Objectives

In this practical you will perform genomic prediction in a small toy example data set using two equivalent BLUP models in R. Then, we will use GCTA software to run SNP-BLUP using the larger simulated data set.

Scripts

The scripts (source code) used for this practical include

ls /data/module5/scr/get_pred_r2.R

Analysis of the small data set using R script

Data set 1 (toy) is a toy example data set consists of a training population (aka GWAS population, discovery population or reference population) of 325 individuals each has been genotyped for 10 SNPs. The trait was simulated in a way that the first SNP has an effect size of 2 and the 5th SNP has an effect size of 1 on the phenotype.

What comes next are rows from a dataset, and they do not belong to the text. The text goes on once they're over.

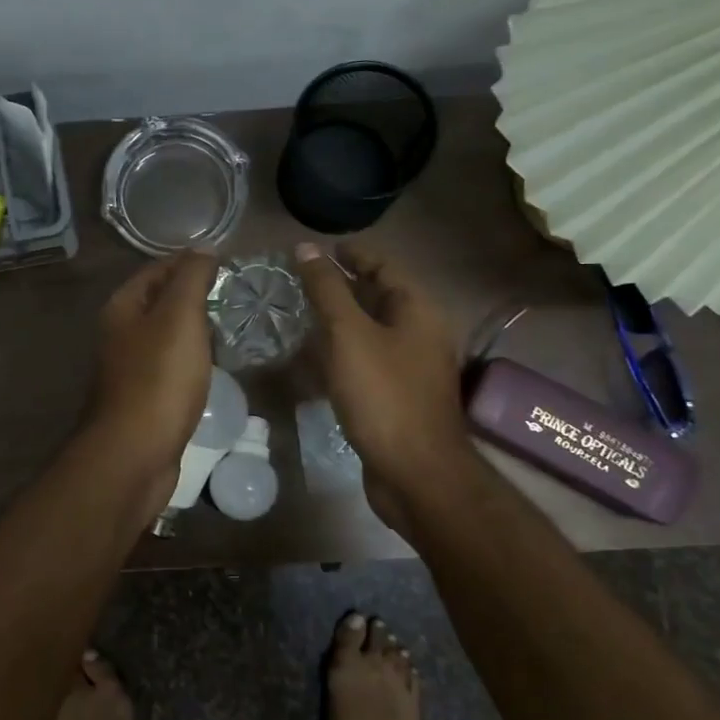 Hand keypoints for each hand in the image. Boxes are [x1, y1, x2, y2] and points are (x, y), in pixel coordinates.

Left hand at [83, 249, 219, 485]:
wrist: (134, 454)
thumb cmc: (158, 379)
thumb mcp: (179, 317)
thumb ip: (191, 278)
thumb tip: (203, 248)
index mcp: (122, 308)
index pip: (157, 270)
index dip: (190, 262)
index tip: (228, 263)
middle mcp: (120, 335)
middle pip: (160, 303)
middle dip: (194, 295)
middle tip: (237, 295)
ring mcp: (130, 369)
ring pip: (166, 337)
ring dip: (195, 330)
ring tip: (233, 326)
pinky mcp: (144, 400)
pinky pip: (171, 368)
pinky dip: (192, 361)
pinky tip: (214, 366)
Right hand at [294, 241, 478, 530]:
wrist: (415, 472)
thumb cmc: (383, 395)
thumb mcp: (349, 335)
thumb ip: (327, 290)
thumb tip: (306, 248)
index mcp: (418, 310)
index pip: (384, 265)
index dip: (352, 253)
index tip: (317, 250)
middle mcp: (421, 333)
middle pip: (379, 298)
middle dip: (341, 287)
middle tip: (299, 282)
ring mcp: (412, 368)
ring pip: (371, 333)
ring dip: (339, 323)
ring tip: (299, 317)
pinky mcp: (398, 397)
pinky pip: (367, 363)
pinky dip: (342, 356)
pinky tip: (313, 363)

The trait heritability is 0.5. There are a set of 31 individuals who are the target of PRS prediction (aka validation population or target population).

Path to Data set 1:

ls /data/module5/toy/

Let us start with reading in the data.

nmarkers <- 10      #number of markers
nrecords <- 325     #number of records
nvalidation <- 31      #number of records for validation 

# data for training population
X <- matrix(scan("/data/module5/toy/xmat_trn.inp"), ncol=nmarkers, byrow = TRUE)
y <- matrix(scan("/data/module5/toy/yvec_trn.inp"), byrow = TRUE)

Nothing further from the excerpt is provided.